Une petite galerie chez Little Nemo.
Presque tout (?) sur Georges Simenon, dont des couv' de
Maigret par Pintér, sur ce site.

lundi 27 juillet 2009

Spéciale Boyington


Aaaaaaah, Buck Danny, toute mon enfance !
Ça c'était de la bonne vieille BD couillue qui se prenait pas la tête.

"Ra-ta-ta-ta-ta-ta ! Vrrrroooooaaaaarrrr !
- Prends ça dans la gueule, sale jaune ! Allez, hop : à la baille ! Non mais, on va pas se laisser emmerder par ces putains d'enculés de faces de prune !
- Du leader : je décroche ! Over.
- Dis Buck, quand-est-ce qu'on mange ?"

...?!?... Euuuh..., en fait, je suis plus bien sûr, là. Faudrait p'têt que je relise un coup, ça commence à dater...

Je me souvenais qu'avant de reprendre au début des années 80 avec brio et Jean-Michel Charlier les aventures de Buck Danny, suite au décès du dessinateur historique Victor Hubinon, Francis Bergèse avait illustré les boîtes de maquettes d'avions Heller de mon enfance et que certaines de ses illustrations aéronautiques avaient été reprises dans un livre intitulé Mes Avions de Papier, paru aux éditions Lefrancq en 1991.

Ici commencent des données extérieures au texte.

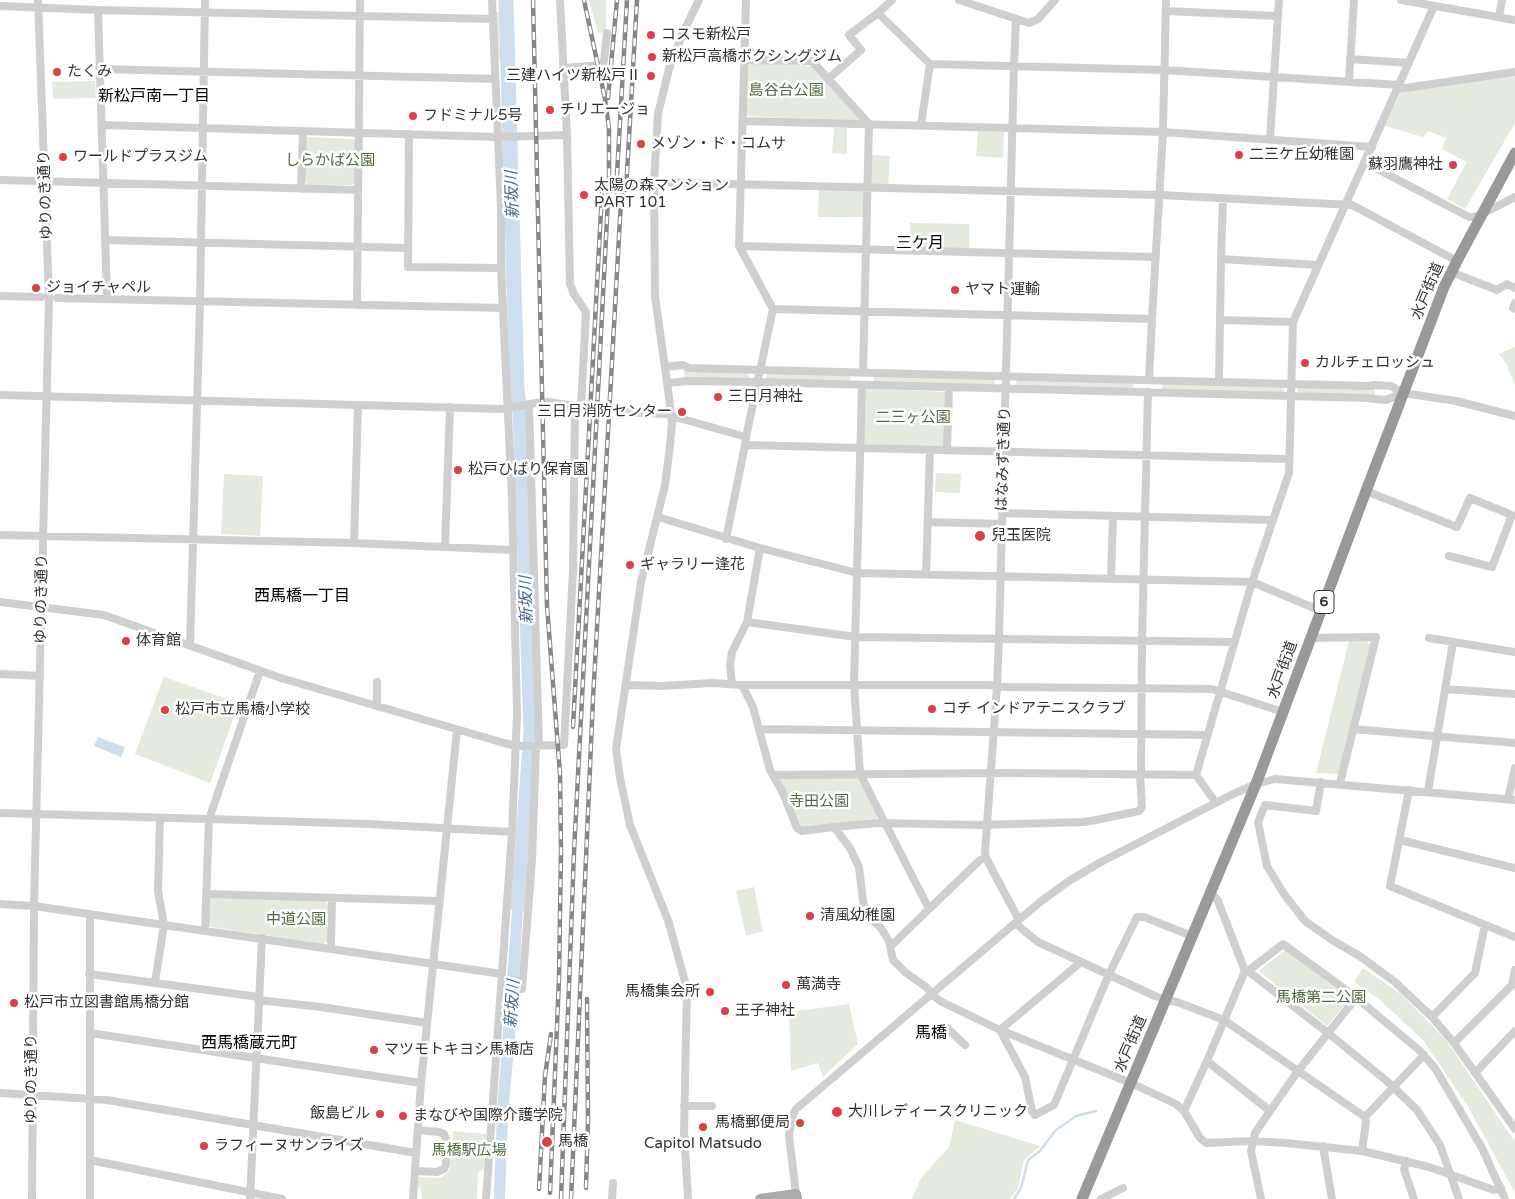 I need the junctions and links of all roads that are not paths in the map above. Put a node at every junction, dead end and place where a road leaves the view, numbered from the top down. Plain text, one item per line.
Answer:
1 (205, 0) edge
2 (360, 0) edge
3 (492, 0) edge
4 (560, 0) edge
5 (699, 0) edge
6 (746, 0) edge
7 (892, 0) edge
8 (959, 0) edge
9 (1054, 0) edge
10 (1166, 0) edge
11 (1279, 0) edge
12 (1354, 0) edge
13 (1401, 0) edge
14 (1502, 0) edge
15 (39, 4) edge
16 (0, 6) edge
17 (1434, 6) junction
18 (98, 10) junction
19 (1166, 11) junction
20 (205, 12) junction
21 (878, 13) junction
22 (360, 16) junction
23 (1277, 16) junction
24 (1499, 17) junction
25 (493, 19) junction
26 (1016, 19) junction
27 (1515, 20) edge
28 (607, 33) dead end
29 (1350, 59) junction
30 (744, 60) junction
31 (1409, 63) junction
32 (930, 64) junction
33 (1014, 66) junction
34 (564, 68) junction
35 (100, 69) junction
36 (1164, 70) junction
37 (204, 72) junction
38 (1515, 72) edge
39 (359, 76) junction
40 (1274, 77) junction
41 (495, 79) junction
42 (828, 79) junction
43 (1349, 81) junction
44 (1398, 87) junction
45 (742, 121) junction
46 (869, 124) junction
47 (102, 125) junction
48 (921, 125) junction
49 (203, 128) junction
50 (1012, 128) junction
51 (302, 131) junction
52 (1164, 132) junction
53 (359, 133) junction
54 (409, 134) junction
55 (567, 135) junction
56 (497, 136) junction
57 (1270, 139) junction
58 (1372, 147) junction
59 (1515, 153) edge
60 (1364, 162) junction
61 (0, 180) edge
62 (46, 181) junction
63 (654, 182) junction
64 (103, 183) junction
65 (740, 184) junction
66 (202, 186) junction
67 (868, 187) junction
68 (301, 189) junction
69 (358, 190) junction
70 (1011, 192) junction
71 (1160, 195) junction
72 (1515, 197) edge
73 (1223, 198) junction
74 (1345, 205) junction
75 (1482, 214) junction
76 (105, 240) junction
77 (201, 243) junction
78 (739, 246) junction
79 (357, 247) junction
80 (408, 248) junction
81 (866, 250) junction
82 (1010, 254) junction
83 (1155, 257) junction
84 (1221, 259) junction
85 (1457, 261) junction
86 (1318, 265) junction
87 (501, 268) junction
88 (1451, 272) junction
89 (1515, 288) edge
90 (0, 296) edge
91 (41, 297) dead end
92 (57, 298) dead end
93 (107, 299) junction
94 (200, 302) junction
95 (1515, 302) edge
96 (357, 305) junction
97 (503, 308) junction
98 (773, 308) junction
99 (1515, 309) edge
100 (865, 310) junction
101 (1007, 314) junction
102 (1152, 319) junction
103 (1221, 320) junction
104 (1292, 322) junction
105 (665, 367) junction
106 (760, 370) junction
107 (863, 373) junction
108 (1006, 377) junction
109 (1145, 380) junction
110 (1158, 380) junction
111 (758, 382) junction
112 (1219, 382) junction
113 (668, 383) junction
114 (1291, 384) junction
115 (862, 385) junction
116 (949, 387) junction
117 (1006, 388) junction
118 (1144, 392) junction
119 (1157, 393) junction
120 (1403, 393) junction
121 (0, 395) edge
122 (48, 396) junction
123 (1291, 396) junction
124 (196, 401) junction
125 (529, 404) junction
126 (358, 405) junction
127 (575, 406) junction
128 (450, 407) junction
129 (508, 408) junction
130 (622, 415) dead end
131 (671, 416) junction
132 (1515, 416) edge
133 (746, 437) junction
134 (745, 445) junction
135 (860, 448) junction
136 (930, 450) junction
137 (947, 450) junction
138 (1004, 452) junction
139 (1146, 455) junction
140 (1289, 459) junction
141 (1366, 491) junction
142 (1002, 513) junction
143 (1113, 516) junction
144 (658, 517) junction
145 (1145, 517) junction
146 (1273, 520) junction
147 (928, 522) junction
148 (1002, 524) junction
149 (0, 535) edge
150 (43, 536) junction
151 (192, 539) junction
152 (726, 539) junction
153 (354, 544) junction
154 (445, 547) junction
155 (760, 548) junction
156 (513, 550) junction
157 (1450, 556) dead end
158 (857, 572) junction
159 (926, 574) junction
160 (1001, 575) junction
161 (1111, 579) junction
162 (1144, 580) junction
163 (1252, 582) junction
164 (0, 602) edge
165 (42, 607) junction
166 (1321, 611) junction
167 (746, 622) junction
168 (856, 637) junction
169 (1310, 638) junction
170 (1429, 638) dead end
171 (999, 640) junction
172 (1142, 641) junction
173 (1234, 642) junction
174 (1453, 642) junction
175 (190, 646) junction
176 (1515, 652) edge
177 (260, 671) junction
178 (0, 674) edge
179 (40, 676) junction
180 (377, 682) dead end
181 (732, 684) junction
182 (854, 684) junction
183 (626, 685) junction
184 (742, 685) junction
185 (997, 686) junction
186 (1142, 688) junction
187 (1445, 689) junction
188 (1221, 691) junction
189 (1515, 694) edge
190 (377, 706) junction
191 (1283, 712) junction
192 (759, 729) junction
193 (1353, 729) junction
194 (457, 730) junction
195 (856, 731) junction
196 (994, 732) junction
197 (1141, 734) junction
198 (1207, 735) junction
199 (1437, 736) junction
200 (1515, 743) edge
201 (518, 746) junction
202 (537, 746) junction
203 (1515, 768) edge
204 (860, 774) junction
205 (991, 774) junction
206 (773, 775) junction
207 (1141, 775) junction
208 (1196, 775) junction
209 (1321, 782) junction
210 (1340, 783) junction
211 (1256, 784) junction
212 (1409, 790) junction
213 (1428, 791) junction
214 (1511, 799) edge
215 (1216, 803) junction
216 (0, 813) edge
217 (36, 814) junction
218 (160, 818) junction
219 (209, 819) junction
220 (886, 823) junction
221 (987, 824) junction
222 (834, 828) junction
223 (447, 829) junction
224 (512, 832) junction
225 (1400, 840) junction
226 (986, 858) junction
227 (1515, 868) edge
228 (1210, 891) junction
229 (207, 894) junction
230 (332, 898) junction
231 (440, 901) junction
232 (0, 904) edge
233 (34, 906) junction
234 (930, 909) junction
235 (90, 914) junction
236 (1018, 921) junction
237 (164, 925) junction
238 (1485, 925) junction
239 (204, 930) junction
240 (1192, 936) junction
241 (1515, 937) edge
242 (262, 938) junction
243 (891, 946) junction
244 (331, 949) junction
245 (1081, 962) junction
246 (433, 964) junction
247 (1515, 970) edge
248 (1246, 971) junction
249 (89, 974) junction
250 (502, 974) junction
251 (1109, 974) junction
252 (155, 982) junction
253 (501, 989) junction
254 (932, 993) junction
255 (258, 998) junction
256 (1356, 998) junction
257 (1166, 1000) junction
258 (1432, 1016) junction
259 (1224, 1020) junction
260 (427, 1023) junction
261 (947, 1028) dead end
262 (1000, 1030) junction
263 (1515, 1031) edge
264 (90, 1032) junction
265 (1328, 1033) junction
266 (1454, 1043) junction
267 (965, 1045) dead end
268 (1424, 1055) junction
269 (256, 1058) junction
270 (1073, 1060) junction
271 (1207, 1061) junction
272 (1298, 1071) junction
273 (1475, 1073) junction
274 (421, 1083) junction
275 (1131, 1083) junction
276 (1393, 1087) junction
277 (0, 1093) edge
278 (32, 1095) junction
279 (90, 1098) junction
280 (684, 1106) junction
281 (712, 1106) dead end
282 (1184, 1111) junction
283 (1270, 1111) junction
284 (1365, 1117) junction
285 (253, 1126) junction
286 (418, 1130) junction
287 (1515, 1130) edge
288 (1253, 1142) junction
289 (1323, 1146) junction
290 (1362, 1151) junction
291 (416, 1152) junction
292 (90, 1160) junction
293 (1407, 1161) junction
294 (415, 1171) junction
295 (1451, 1174) junction
296 (613, 1183) dead end
297 (1123, 1188) dead end
298 (1501, 1188) junction
299 (250, 1196) edge
300 (796, 1196) edge
301 (32, 1199) edge
302 (90, 1199) edge
303 (282, 1199) edge
304 (413, 1199) edge
305 (486, 1199) edge
306 (612, 1199) edge
307 (688, 1199) edge
308 (760, 1199) edge
309 (1082, 1199) edge
310 (1101, 1199) edge
311 (1261, 1199) edge
312 (1332, 1199) edge
313 (1414, 1199) edge
314 (1459, 1199) edge
315 (1505, 1199) edge

1 - 20 street
2 - 22 street
3 - 25 street
4 - 34 street
5 - 63 street
6 - 30 street
7 - 21 street
8 - 26 street
9 - 26 street
10 - 19 street
11 - 23 street
12 - 29 street
13 - 17 street
14 - 24 street
15 - 16 street
15 - 18 street
15 - 62 street, ゆりのき通り
17 - 24 street
17 - 31 street
18 - 20 street
18 - 35 street
19 - 23 street
19 - 36 street
20 - 22 street
20 - 37 street
21 - 32 street
21 - 42 street
22 - 25 street
22 - 39 street
23 - 40 street
24 - 27 street
25 - 41 street
26 - 33 street, はなみずき通り
28 - 34 street
29 - 31 street
29 - 43 street
30 - 42 street
30 - 45 street
31 - 44 street
32 - 33 street
32 - 48 street
33 - 36 street
33 - 50 street, はなみずき通り
34 - 55 street
35 - 37 street
35 - 47 street
36 - 40 street
36 - 52 street
37 - 39 street
37 - 49 street
38 - 44 street
39 - 41 street
39 - 53 street
40 - 43 street
40 - 57 street
41 - 56 street
42 - 46 street
43 - 44 street
44 - 58 street
45 - 46 street
45 - 65 street
46 - 48 street
46 - 67 street
47 - 49 street
47 - 64 street
48 - 50 street
49 - 51 street
49 - 66 street
50 - 52 street
50 - 70 street, はなみずき通り
51 - 53 street
51 - 68 street
52 - 57 street
52 - 71 street
53 - 54 street
53 - 69 street
54 - 56 street
54 - 80 street
55 - 56 street
55 - 127 street
56 - 87 street
57 - 58 street
58 - 60 street
59 - 75 highway, 水戸街道 / 6
60 - 74 street
60 - 75 street
61 - 62 street
62 - 64 street
62 - 122 street, ゆりのき通り
63 - 65 street
63 - 105 street
64 - 66 street
64 - 76 street
65 - 67 street
65 - 78 street
66 - 68 street
66 - 77 street
67 - 70 street
67 - 81 street
68 - 69 street
69 - 79 street
70 - 71 street
70 - 82 street, はなみずき通り
71 - 73 street
71 - 83 street
72 - 75 street
73 - 74 street
73 - 84 street
74 - 85 street
74 - 86 street
75 - 85 highway, 水戸街道 / 6
76 - 77 street
76 - 93 street
77 - 79 street
77 - 94 street
78 - 81 street
78 - 98 street
79 - 80 street
79 - 96 street
80 - 87 street
81 - 82 street
81 - 100 street
82 - 83 street
82 - 101 street, はなみずき通り
83 - 102 street
84 - 86 street
84 - 103 street
85 - 88 highway, 水戸街道 / 6
86 - 104 street
87 - 97 street
88 - 89 street
88 - 120 highway, 水戸街道 / 6
90 - 91 street
92 - 93 street
93 - 94 street
94 - 96 street
94 - 124 street
95 - 99 street
96 - 97 street
97 - 129 street
98 - 100 street
98 - 106 street
100 - 101 street
100 - 107 street
101 - 102 street
101 - 108 street, はなみずき通り
102 - 109 street
103 - 104 street
103 - 112 street
104 - 114 street
105 - 106 street
105 - 113 street
106 - 107 street
106 - 111 street
107 - 108 street
108 - 109 street
108 - 117 street, はなみずき通り
109 - 110 street
109 - 118 street
110 - 112 street
110 - 119 street
111 - 113 street
111 - 115 street
111 - 133 street
112 - 114 street
113 - 131 street
114 - 120 street
114 - 123 street
115 - 116 street
115 - 135 street
116 - 117 street
116 - 137 street
117 - 118 street
117 - 138 street, はなみずき通り
118 - 119 street
118 - 139 street
119 - 123 street
120 - 123 street
120 - 132 street
120 - 141 highway, 水戸街道 / 6
121 - 122 street
122 - 124 street
122 - 150 street, ゆりのき通り
123 - 140 street
124 - 126 street
124 - 151 street
125 - 127 street
125 - 129 street
125 - 202 street
126 - 128 street
126 - 153 street
127 - 202 street
128 - 129 street
128 - 154 street
129 - 156 street
130 - 131 street
131 - 133 street
131 - 144 street
133 - 134 street
134 - 135 street
134 - 152 street
135 - 136 street
135 - 158 street
136 - 137 street
136 - 147 street
137 - 138 street
138 - 139 street
138 - 142 street, はなみずき通り
139 - 140 street
139 - 145 street
140 - 146 street
141 - 157 street
141 - 166 highway, 水戸街道 / 6
142 - 143 street
142 - 148 street, はなみずき通り
143 - 145 street
143 - 161 street
144 - 152 street
144 - 183 street
145 - 146 street
145 - 162 street
146 - 163 street
147 - 148 street
147 - 159 street
148 - 160 street, はなみずき通り
149 - 150 street
150 - 151 street
150 - 165 street, ゆりのき通り
151 - 153 street
151 - 175 street
152 - 155 street
153 - 154 street
154 - 156 street
155 - 158 street
155 - 167 street
156 - 201 street
158 - 159 street
158 - 168 street
159 - 160 street
160 - 161 street
160 - 171 street, はなみずき通り
161 - 162 street
162 - 163 street
162 - 172 street
163 - 166 street
163 - 173 street
164 - 165 street
165 - 175 street
165 - 179 street, ゆりのき通り
166 - 169 highway, 水戸街道 / 6
167 - 168 street
167 - 181 street
168 - 171 street
168 - 182 street
169 - 191 highway, 水戸街道 / 6
169 - 193 street
170 - 174 street
171 - 172 street
171 - 185 street, はなみずき通り
172 - 173 street
172 - 186 street
173 - 188 street
174 - 176 street
174 - 187 street
175 - 177 street
177 - 190 street
177 - 219 street
178 - 179 street
179 - 217 street, ゆりのき通り
180 - 190 street
181 - 183 street
181 - 184 street
182 - 184 street
182 - 185 street
182 - 195 street
183 - 280 street
184 - 192 street
185 - 186 street
185 - 196 street, はなみずき通り
186 - 188 street
186 - 197 street
187 - 189 street
187 - 199 street
188 - 191 street
188 - 198 street
190 - 194 street
191 - 211 highway, 水戸街道 / 6
192 - 195 street
192 - 206 street
193 - 199 street
193 - 210 street
194 - 201 street
194 - 223 street
195 - 196 street
195 - 204 street
196 - 197 street
196 - 205 street, はなみずき通り
197 - 198 street
197 - 207 street
198 - 208 street
199 - 200 street
199 - 213 street
201 - 202 street
201 - 224 street
202 - 253 street
203 - 214 street
204 - 205 street
204 - 206 street
204 - 220 street
205 - 207 street
205 - 221 street, はなみずき通り
206 - 222 street
207 - 208 street
207 - 221 street
208 - 215 street
209 - 210 street
209 - 211 street
209 - 258 street
210 - 212 street
211 - 215 street
211 - 228 highway, 水戸街道 / 6
212 - 213 street
212 - 225 street
213 - 214 street
215 - 236 street
216 - 217 street
217 - 218 street
217 - 233 street, ゆりのき通り
218 - 219 street
218 - 237 street
219 - 223 street
219 - 229 street
220 - 221 street
220 - 222 street
220 - 234 street
221 - 226 street, はなみずき通り
222 - 243 street
223 - 224 street
223 - 231 street
224 - 250 street
225 - 227 street
225 - 238 street
226 - 234 street
226 - 236 street, はなみずき通り
228 - 240 highway, 水戸街道 / 6
228 - 248 street
229 - 230 street
229 - 239 street
230 - 231 street
230 - 244 street
231 - 246 street
232 - 233 street
233 - 235 street
233 - 278 street, ゆりのき通り
234 - 243 street
235 - 237 street
235 - 249 street
236 - 245 street, はなみずき通り
236 - 254 street
237 - 239 street
237 - 252 street
238 - 241 street
238 - 258 street
239 - 242 street
240 - 251 street
240 - 257 highway, 水戸街道 / 6
242 - 244 street
242 - 255 street
243 - 254 street
244 - 246 street
245 - 251 street, はなみずき通り
245 - 262 street
246 - 250 street
246 - 260 street
247 - 266 street
248 - 256 street
248 - 259 street
248 - 265 street
249 - 252 street
249 - 264 street
250 - 253 street
251 - 257 street, はなみずき通り
251 - 270 street
252 - 255 street
253 - 305 street
254 - 262 street
254 - 300 street
255 - 260 street
255 - 269 street
256 - 265 street
256 - 268 street
257 - 259 street, はなみずき通り
257 - 275 highway, 水戸街道 / 6
258 - 266 street
259 - 271 street
259 - 272 street, はなみずき通り
260 - 274 street
261 - 267 street
262 - 270 street
262 - 270 street
263 - 273 street
264 - 269 street
264 - 279 street
265 - 272 street
265 - 276 street
266 - 273 street
268 - 276 street
268 - 298 street
269 - 274 street
269 - 285 street
270 - 275 street
271 - 282 street
271 - 283 street
272 - 283 street
272 - 284 street, はなみずき通り
273 - 287 street
274 - 286 street
275 - 282 street
275 - 309 highway, 水戸街道 / 6
276 - 284 street
276 - 295 street
277 - 278 street
278 - 279 street
278 - 301 street, ゆりのき通り
279 - 285 street
279 - 292 street
280 - 281 street
280 - 307 street
282 - 288 street
283 - 288 street
284 - 290 street
285 - 291 street
285 - 299 street
286 - 291 street
286 - 294 street
288 - 289 street
288 - 311 street
289 - 290 street
289 - 312 street
290 - 293 street
291 - 294 street
292 - 299 street
292 - 302 street
293 - 295 street
293 - 313 street
294 - 304 street
295 - 298 street
295 - 314 street
296 - 306 street
297 - 310 street
298 - 315 street
299 - 303 street
300 - 308 main road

N'empêche, ça m'a fait un choc lorsque j'ai découvert cet été, en allant piquer une bouteille de Château-Simone dans la cave de ce coquin de Beau-Papa, sa collection, pieusement conservée, de "L'Album du Fanatique de l'Aviation" des années 70, somptueusement enluminée par Bergèse.









Ne se contentant pas d'illustrer quelque unes des unes, Bergèse rédigeait également de pointus papiers, se rôdant ainsi à l'écriture, sans imaginer qu'il endosserait aussi un jour la combinaison de scénariste de feu Charlier. Ultime consécration, ses connaissances aéronautiques lui permirent même de devenir rédacteur en chef du magazine en 1973.


Aujourd'hui, il semblerait qu'il ait renoncé à poursuivre les aventures de Buck Danny, débordé d'après ses propres dires, par les nouvelles technologies.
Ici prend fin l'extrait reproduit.